Crucibles and their lids are made of materials resistant to high temperatures, usually porcelain or an inert metal. Ceramics such as alumina, zirconia, and especially magnesia will tolerate the highest temperatures. One of the first metals used in crucible production was platinum; more recently, metals such as nickel and zirconium have also been used. The type of crucible used for thermoanalytical measurements can have a strong influence on the measurement results obtained. Additionally, the crucible can also influence the characteristics of the instrument’s measuring cell.
The measurements shown here on indium in Al, Pt, stainless steel and Al2O3 crucibles clearly demonstrate that both the thermal conductivity and the mass of the crucible have an effect on the DSC and DTA peak shape.
The calibration procedures take these effects into consideration and eliminate the influence of the crucible material on the measurement results.
The DSC crucible should have a flat bottom and be made of a material with a high thermal conductivity. This guarantees optimum heat transfer and low temperature gradients between the sample, crucible and sensor.
The crucible should be made of an inert material in order to prevent reactions with the sample in the programmed temperature range.

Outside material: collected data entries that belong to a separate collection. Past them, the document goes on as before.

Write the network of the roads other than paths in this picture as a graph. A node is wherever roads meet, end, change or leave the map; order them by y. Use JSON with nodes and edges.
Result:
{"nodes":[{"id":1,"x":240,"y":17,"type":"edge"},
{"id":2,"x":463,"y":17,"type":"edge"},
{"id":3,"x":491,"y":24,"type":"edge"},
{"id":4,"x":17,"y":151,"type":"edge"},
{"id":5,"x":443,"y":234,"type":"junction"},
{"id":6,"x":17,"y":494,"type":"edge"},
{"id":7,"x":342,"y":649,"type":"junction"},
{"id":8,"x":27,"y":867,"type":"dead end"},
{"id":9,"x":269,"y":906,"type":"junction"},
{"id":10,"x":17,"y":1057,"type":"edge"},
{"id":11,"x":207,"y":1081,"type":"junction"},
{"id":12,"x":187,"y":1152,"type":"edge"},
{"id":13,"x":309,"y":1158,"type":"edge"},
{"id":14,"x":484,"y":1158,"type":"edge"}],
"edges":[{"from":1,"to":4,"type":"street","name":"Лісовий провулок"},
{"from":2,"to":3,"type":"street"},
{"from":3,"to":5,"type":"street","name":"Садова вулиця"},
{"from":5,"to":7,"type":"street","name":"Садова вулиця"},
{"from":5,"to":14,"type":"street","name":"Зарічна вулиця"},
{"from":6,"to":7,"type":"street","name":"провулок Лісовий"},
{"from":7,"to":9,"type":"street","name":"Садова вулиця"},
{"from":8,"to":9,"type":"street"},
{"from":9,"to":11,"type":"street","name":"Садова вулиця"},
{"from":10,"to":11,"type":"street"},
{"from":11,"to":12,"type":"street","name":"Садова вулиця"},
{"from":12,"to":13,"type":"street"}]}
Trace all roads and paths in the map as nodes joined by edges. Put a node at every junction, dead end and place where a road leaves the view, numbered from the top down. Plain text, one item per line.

Exceptions are crucibles for which a catalytic effect on the sample is desired (e.g., copper crucible for OIT tests, etc.).

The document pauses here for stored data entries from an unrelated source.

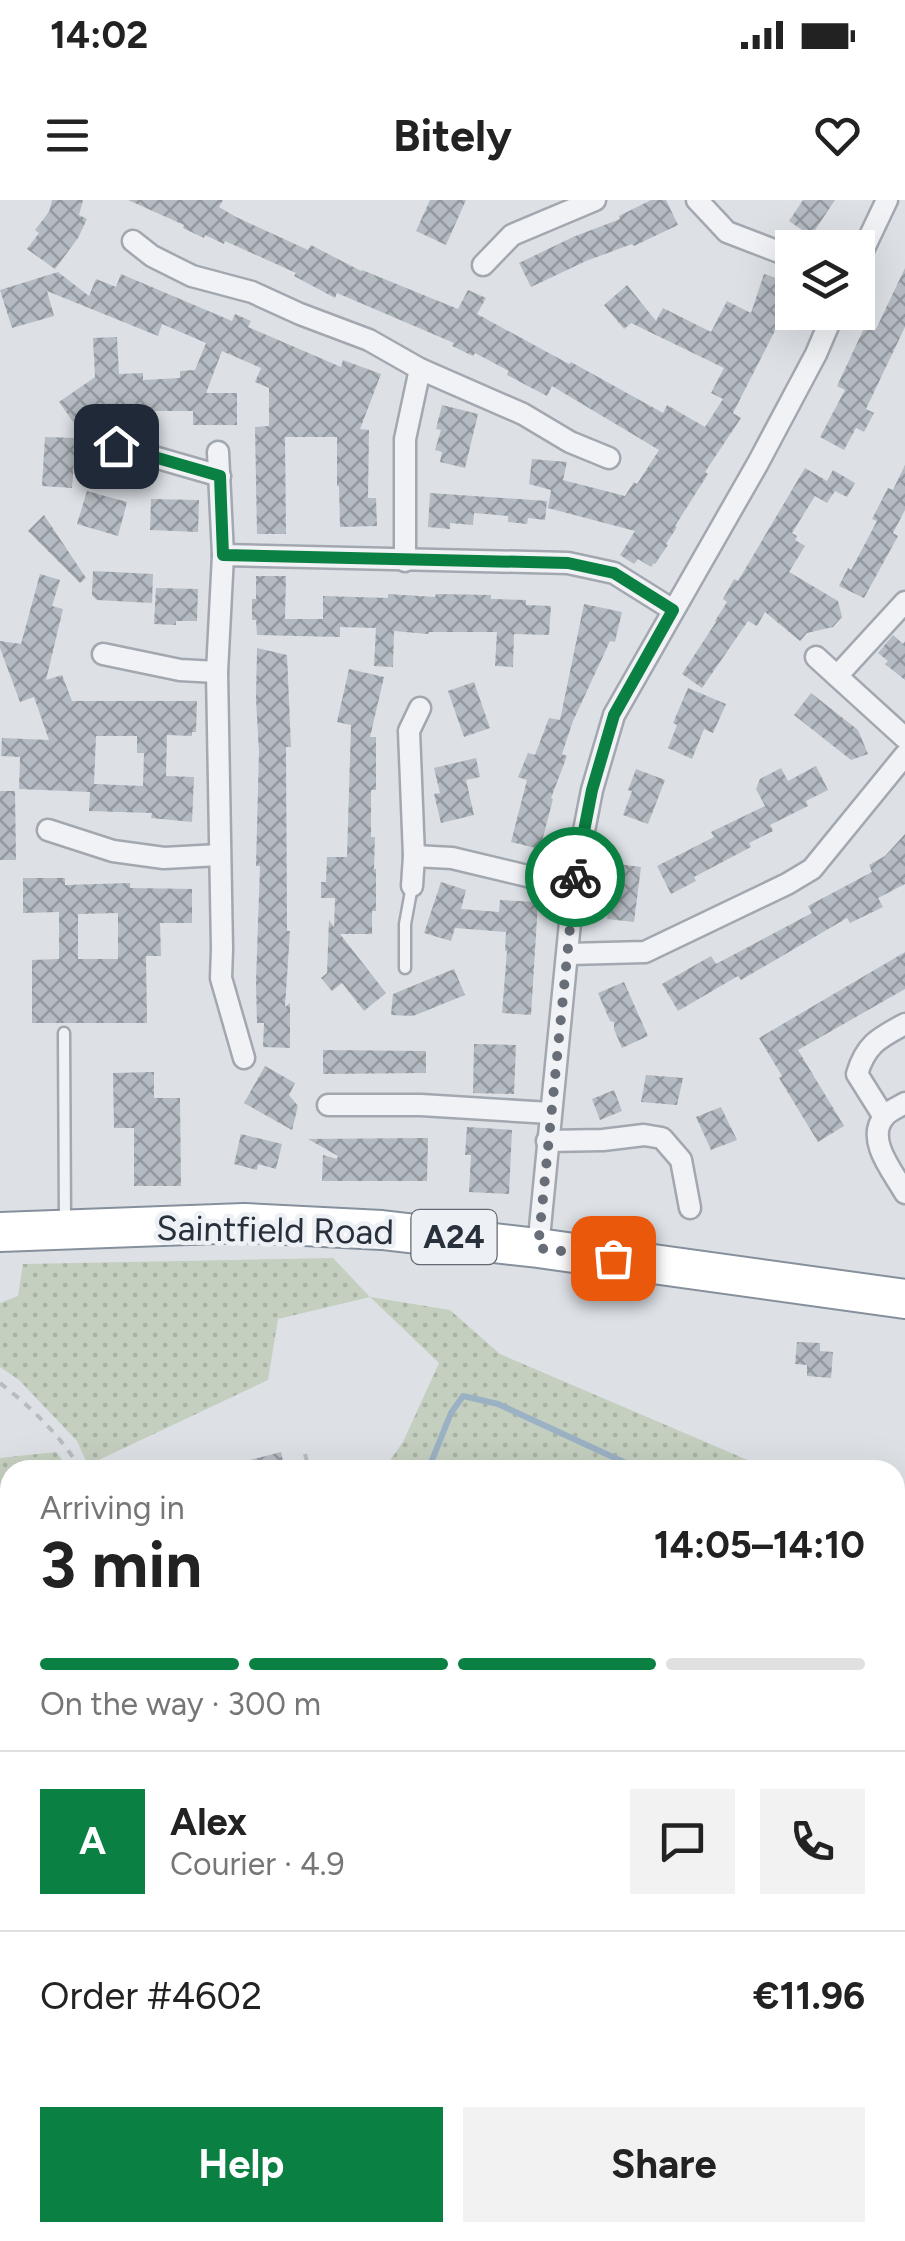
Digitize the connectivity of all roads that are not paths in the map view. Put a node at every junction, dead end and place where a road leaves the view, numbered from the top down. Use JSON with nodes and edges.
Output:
{"nodes":[{"id":1,"x":595,"y":200,"type":"edge"},
{"id":2,"x":697,"y":200,"type":"edge"},
{"id":3,"x":887,"y":200,"type":"edge"},
{"id":4,"x":873,"y":230,"type":"edge"},
{"id":5,"x":133,"y":241,"type":"dead end"},
{"id":6,"x":775,"y":251,"type":"edge"},
{"id":7,"x":484,"y":265,"type":"dead end"},
{"id":8,"x":826,"y":330,"type":"edge"},
{"id":9,"x":420,"y":369,"type":"junction"},
{"id":10,"x":116,"y":446,"type":"dead end"},
{"id":11,"x":218,"y":452,"type":"dead end"},
{"id":12,"x":610,"y":458,"type":"dead end"},
{"id":13,"x":220,"y":476,"type":"junction"},
{"id":14,"x":223,"y":555,"type":"junction"},
{"id":15,"x":404,"y":560,"type":"junction"},
{"id":16,"x":905,"y":602,"type":"edge"},
{"id":17,"x":673,"y":610,"type":"junction"},
{"id":18,"x":103,"y":654,"type":"dead end"},
{"id":19,"x":816,"y":657,"type":"dead end"},
{"id":20,"x":217,"y":672,"type":"junction"},
{"id":21,"x":837,"y":676,"type":"junction"},
{"id":22,"x":420,"y":708,"type":"dead end"},
{"id":23,"x":905,"y":738,"type":"edge"},
{"id":24,"x":905,"y":754,"type":"edge"},
{"id":25,"x":48,"y":830,"type":"dead end"},
{"id":26,"x":219,"y":855,"type":"junction"},
{"id":27,"x":414,"y":856,"type":"junction"},
{"id":28,"x":574,"y":882,"type":"junction"},
{"id":29,"x":412,"y":886,"type":"joint"},
{"id":30,"x":569,"y":954,"type":"junction"},
{"id":31,"x":405,"y":968,"type":"dead end"},
{"id":32,"x":905,"y":1024,"type":"edge"},
{"id":33,"x":64,"y":1033,"type":"dead end"},
{"id":34,"x":244,"y":1058,"type":"dead end"},
{"id":35,"x":905,"y":1103,"type":"edge"},
{"id":36,"x":328,"y":1105,"type":"dead end"},
{"id":37,"x":550,"y":1113,"type":"junction"},
{"id":38,"x":884,"y":1117,"type":"junction"},
{"id":39,"x":547,"y":1141,"type":"junction"},
{"id":40,"x":905,"y":1193,"type":"edge"},
{"id":41,"x":690,"y":1208,"type":"dead end"},
{"id":42,"x":64,"y":1229,"type":"junction"},
{"id":43,"x":0,"y":1232,"type":"edge"},
{"id":44,"x":538,"y":1248,"type":"junction"},
{"id":45,"x":905,"y":1300,"type":"edge"}],
"edges":[{"from":1,"to":7,"type":"street"},
{"from":2,"to":6,"type":"street"},
{"from":3,"to":4,"type":"street"},
{"from":5,"to":9,"type":"street"},
{"from":8,"to":17,"type":"street"},
{"from":9,"to":12,"type":"street"},
{"from":9,"to":15,"type":"street"},
{"from":10,"to":13,"type":"street"},
{"from":11,"to":13,"type":"street"},
{"from":13,"to":14,"type":"street"},
{"from":14,"to":15,"type":"street"},
{"from":14,"to":20,"type":"street"},
{"from":15,"to":17,"type":"street"},
{"from":16,"to":21,"type":"street"},
{"from":17,"to":28,"type":"street"},
{"from":18,"to":20,"type":"street"},
{"from":19,"to":21,"type":"street"},
{"from":20,"to":26,"type":"street"},
{"from":21,"to":23,"type":"street"},
{"from":22,"to":27,"type":"street"},
{"from":24,"to":30,"type":"street"},
{"from":25,"to":26,"type":"street"},
{"from":26,"to":34,"type":"street"},
{"from":27,"to":28,"type":"street"},
{"from":27,"to":29,"type":"street"},
{"from":28,"to":30,"type":"street"},
{"from":29,"to":31,"type":"lane"},
{"from":30,"to":37,"type":"street"},
{"from":32,"to":38,"type":"street"},
{"from":33,"to":42,"type":"lane"},
{"from":35,"to":38,"type":"street"},
{"from":36,"to":37,"type":"street"},
{"from":37,"to":39,"type":"street"},
{"from":38,"to":40,"type":"street"},
{"from":39,"to":41,"type":"street"},
{"from":39,"to":44,"type":"street"},
{"from":42,"to":43,"type":"highway","name":"Saintfield Road","number":"A24"},
{"from":42,"to":44,"type":"highway","name":"Saintfield Road","number":"A24"},
{"from":44,"to":45,"type":"highway","name":"Saintfield Road","number":"A24"}]}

The crucible should not exhibit anyphase transitions or other effects in the programmed temperature range; the melting point or fusion temperature must exceed the maximum application temperature to a sufficient degree.
The dimension, shape and specific heat of the crucible should be optimized to achieve and/or maintain the highest caloric sensitivity and lowest time constant for the measuring system. Optimized parameters will result in sharp, well-defined and clearly separated peaks.
Crucibles should be reusable, especially special ones for specific applications.